100 Years Later: Condolence Letters

Five score and one week ago, Geneva Hardman was killed on her way to school. Five days later, the confessed accused was convicted and sentenced to die. News of the killing, the trial, and the ensuing riot achieved national attention. As a result, correspondence from across the country (as well as locally) was directed to Geneva’s grieving family.

The family retained these letters over the decades that followed. Some were from relatives who had moved away and others were from complete strangers. One letter, in particular, stood out. It was written by Agnes Plummer of Providence, Rhode Island.

Ms. Plummer was a “friend unknown” to the Hardman family; she knew nothing of the family beyond that which she read in her newspaper. The envelope was addressed to: Mr. and Mrs. Hardman (Parents of little Geneva Hardman who was murdered by negro Lockett) c/o Lafayette County Court House, Lexington, Ky.

For those who have been following this centennial series, you will recall that Geneva’s father had died almost nine years earlier and that her mother had not remarried. Further, Lexington is located in Fayette (not Lafayette) County.

Inside the envelope, a typewritten letter encouraged “Mr. and Mrs. Hardman to go to “our Redeemer for consolation.” The religious prose in 69-year-old Agnes Plummer must have been a comfort to the Rhode Islander who herself was grieving from burying six of her own children.
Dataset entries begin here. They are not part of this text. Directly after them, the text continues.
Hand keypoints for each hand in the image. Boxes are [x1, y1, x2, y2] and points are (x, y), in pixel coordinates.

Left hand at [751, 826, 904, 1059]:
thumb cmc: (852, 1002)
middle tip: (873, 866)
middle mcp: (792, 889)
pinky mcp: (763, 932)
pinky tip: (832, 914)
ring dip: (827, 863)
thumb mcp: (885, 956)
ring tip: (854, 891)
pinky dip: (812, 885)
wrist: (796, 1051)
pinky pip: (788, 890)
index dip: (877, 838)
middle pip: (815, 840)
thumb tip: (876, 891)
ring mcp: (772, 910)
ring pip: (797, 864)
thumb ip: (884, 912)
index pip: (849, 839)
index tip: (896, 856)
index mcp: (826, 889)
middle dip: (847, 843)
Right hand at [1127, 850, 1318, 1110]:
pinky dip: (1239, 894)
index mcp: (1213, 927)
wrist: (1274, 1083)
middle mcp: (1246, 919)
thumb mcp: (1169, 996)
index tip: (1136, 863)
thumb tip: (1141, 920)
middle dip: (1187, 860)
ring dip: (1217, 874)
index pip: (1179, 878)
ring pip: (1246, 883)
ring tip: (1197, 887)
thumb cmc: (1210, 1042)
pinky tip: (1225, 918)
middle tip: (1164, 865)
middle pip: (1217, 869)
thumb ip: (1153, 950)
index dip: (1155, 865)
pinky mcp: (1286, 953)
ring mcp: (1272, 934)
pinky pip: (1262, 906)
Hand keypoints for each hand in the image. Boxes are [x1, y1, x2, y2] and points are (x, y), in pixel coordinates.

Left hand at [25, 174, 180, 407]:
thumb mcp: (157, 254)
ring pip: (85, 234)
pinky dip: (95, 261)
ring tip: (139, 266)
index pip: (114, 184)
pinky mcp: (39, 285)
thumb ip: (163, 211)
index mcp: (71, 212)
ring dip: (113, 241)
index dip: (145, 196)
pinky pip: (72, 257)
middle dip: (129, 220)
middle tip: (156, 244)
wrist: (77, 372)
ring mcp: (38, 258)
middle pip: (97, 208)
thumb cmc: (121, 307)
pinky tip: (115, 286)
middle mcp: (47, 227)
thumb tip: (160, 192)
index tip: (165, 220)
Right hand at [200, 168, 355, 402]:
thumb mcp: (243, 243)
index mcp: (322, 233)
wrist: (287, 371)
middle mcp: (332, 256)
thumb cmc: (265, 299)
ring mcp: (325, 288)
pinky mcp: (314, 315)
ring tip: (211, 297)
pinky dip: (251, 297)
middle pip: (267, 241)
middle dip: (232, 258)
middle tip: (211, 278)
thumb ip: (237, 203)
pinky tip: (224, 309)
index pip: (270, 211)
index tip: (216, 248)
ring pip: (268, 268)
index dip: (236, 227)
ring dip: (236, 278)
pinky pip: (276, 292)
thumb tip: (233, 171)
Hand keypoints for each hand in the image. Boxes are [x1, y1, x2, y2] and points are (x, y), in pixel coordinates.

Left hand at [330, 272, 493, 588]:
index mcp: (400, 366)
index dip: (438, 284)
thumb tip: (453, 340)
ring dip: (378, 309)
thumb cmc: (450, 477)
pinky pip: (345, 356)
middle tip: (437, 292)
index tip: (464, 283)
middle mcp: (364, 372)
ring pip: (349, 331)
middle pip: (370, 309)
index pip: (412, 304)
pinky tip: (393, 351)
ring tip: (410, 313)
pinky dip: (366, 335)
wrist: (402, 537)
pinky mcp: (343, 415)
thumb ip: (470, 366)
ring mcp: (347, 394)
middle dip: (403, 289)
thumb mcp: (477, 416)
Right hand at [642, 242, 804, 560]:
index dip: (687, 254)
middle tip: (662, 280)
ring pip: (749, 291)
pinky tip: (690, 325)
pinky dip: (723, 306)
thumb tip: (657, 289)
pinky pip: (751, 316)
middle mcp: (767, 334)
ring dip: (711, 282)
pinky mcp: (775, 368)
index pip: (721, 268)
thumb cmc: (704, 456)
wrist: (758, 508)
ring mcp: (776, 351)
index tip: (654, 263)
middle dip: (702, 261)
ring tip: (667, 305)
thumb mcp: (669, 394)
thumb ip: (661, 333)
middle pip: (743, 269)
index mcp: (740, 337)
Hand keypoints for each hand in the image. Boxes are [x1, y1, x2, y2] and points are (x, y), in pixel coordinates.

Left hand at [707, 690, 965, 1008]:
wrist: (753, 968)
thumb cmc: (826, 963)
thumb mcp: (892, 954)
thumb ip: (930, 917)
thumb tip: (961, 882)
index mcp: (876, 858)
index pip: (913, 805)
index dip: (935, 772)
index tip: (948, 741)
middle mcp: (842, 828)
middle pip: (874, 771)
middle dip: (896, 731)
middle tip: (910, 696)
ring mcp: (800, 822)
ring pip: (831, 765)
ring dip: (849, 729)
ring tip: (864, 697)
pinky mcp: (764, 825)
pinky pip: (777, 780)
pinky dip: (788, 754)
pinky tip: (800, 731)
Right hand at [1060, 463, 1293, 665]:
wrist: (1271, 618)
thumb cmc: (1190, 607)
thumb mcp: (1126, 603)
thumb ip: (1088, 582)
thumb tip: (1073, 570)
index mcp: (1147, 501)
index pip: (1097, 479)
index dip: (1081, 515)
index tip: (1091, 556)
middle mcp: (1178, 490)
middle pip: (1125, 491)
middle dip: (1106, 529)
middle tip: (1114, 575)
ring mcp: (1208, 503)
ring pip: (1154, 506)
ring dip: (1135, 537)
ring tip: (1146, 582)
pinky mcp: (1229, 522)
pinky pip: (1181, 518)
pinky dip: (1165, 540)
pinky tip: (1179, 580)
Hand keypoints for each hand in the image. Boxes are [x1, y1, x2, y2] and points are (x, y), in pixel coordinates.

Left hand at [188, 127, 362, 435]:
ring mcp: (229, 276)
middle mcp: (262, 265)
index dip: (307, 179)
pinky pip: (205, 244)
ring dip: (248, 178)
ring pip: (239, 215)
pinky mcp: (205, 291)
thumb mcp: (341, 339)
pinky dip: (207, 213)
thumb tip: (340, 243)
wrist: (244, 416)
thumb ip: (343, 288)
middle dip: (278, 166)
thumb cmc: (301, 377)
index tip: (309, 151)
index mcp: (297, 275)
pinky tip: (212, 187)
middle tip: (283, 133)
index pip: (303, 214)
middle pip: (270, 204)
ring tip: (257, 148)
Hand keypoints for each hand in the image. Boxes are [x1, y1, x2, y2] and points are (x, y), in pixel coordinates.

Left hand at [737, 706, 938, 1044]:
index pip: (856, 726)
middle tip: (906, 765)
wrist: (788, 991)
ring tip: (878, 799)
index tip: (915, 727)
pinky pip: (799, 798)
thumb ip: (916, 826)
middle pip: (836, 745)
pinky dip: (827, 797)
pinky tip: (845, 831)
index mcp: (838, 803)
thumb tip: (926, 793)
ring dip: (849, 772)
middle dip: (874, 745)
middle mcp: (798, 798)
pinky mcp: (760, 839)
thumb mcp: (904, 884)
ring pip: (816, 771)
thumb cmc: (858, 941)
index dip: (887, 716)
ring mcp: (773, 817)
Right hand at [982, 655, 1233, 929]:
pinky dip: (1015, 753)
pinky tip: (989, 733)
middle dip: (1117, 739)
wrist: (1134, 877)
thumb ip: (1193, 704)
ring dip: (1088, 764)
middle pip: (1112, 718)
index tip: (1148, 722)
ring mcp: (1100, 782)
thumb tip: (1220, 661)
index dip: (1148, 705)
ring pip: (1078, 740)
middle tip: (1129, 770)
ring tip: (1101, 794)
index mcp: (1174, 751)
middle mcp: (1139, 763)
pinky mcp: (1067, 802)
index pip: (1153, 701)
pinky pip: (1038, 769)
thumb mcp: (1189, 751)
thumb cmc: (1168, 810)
Some of Plummer’s “heartfelt sympathy” was lost by her use of the typed form letter, which crossed out in pen any typewritten masculine identity of the victim. For example, a sentence from the letter from Plummer to Hardman read as follows: “And if you would but believe and be able to realize that if you could see your beloved son daughter in that supremely happy state of existence, you would not wish him her on the earth again,” where the italicized words were penciled in above the marked-out masculine terms.

This author’s assumption that the Plummer letter was a form letter was confirmed when I discovered an identical letter written eight years earlier included at length in Nita Gould’s book Remembering Ella about the 1912 murder of an 18-year-old woman in northwest Arkansas.

It was the only form letter in the mix. In The Murder of Geneva Hardman and Lexington’s Mob Riot of 1920, I’ve included several of the letters received by the family in the wake of Geneva’s murder. Her school and church also passed resolutions expressing their condolences to the family.

Whether from those who knew Geneva Hardman and her family, or whether from “unknown friends” who simply learned of the events that transpired from newspaper accounts, there was an outpouring of support expressed to Mrs. Hardman and family during their time of tragedy.

This post contains excerpts from Peter Brackney’s The Murder of Geneva Hardman and Lexington’s Mob Riot of 1920 (The History Press, Charleston, SC: 2020).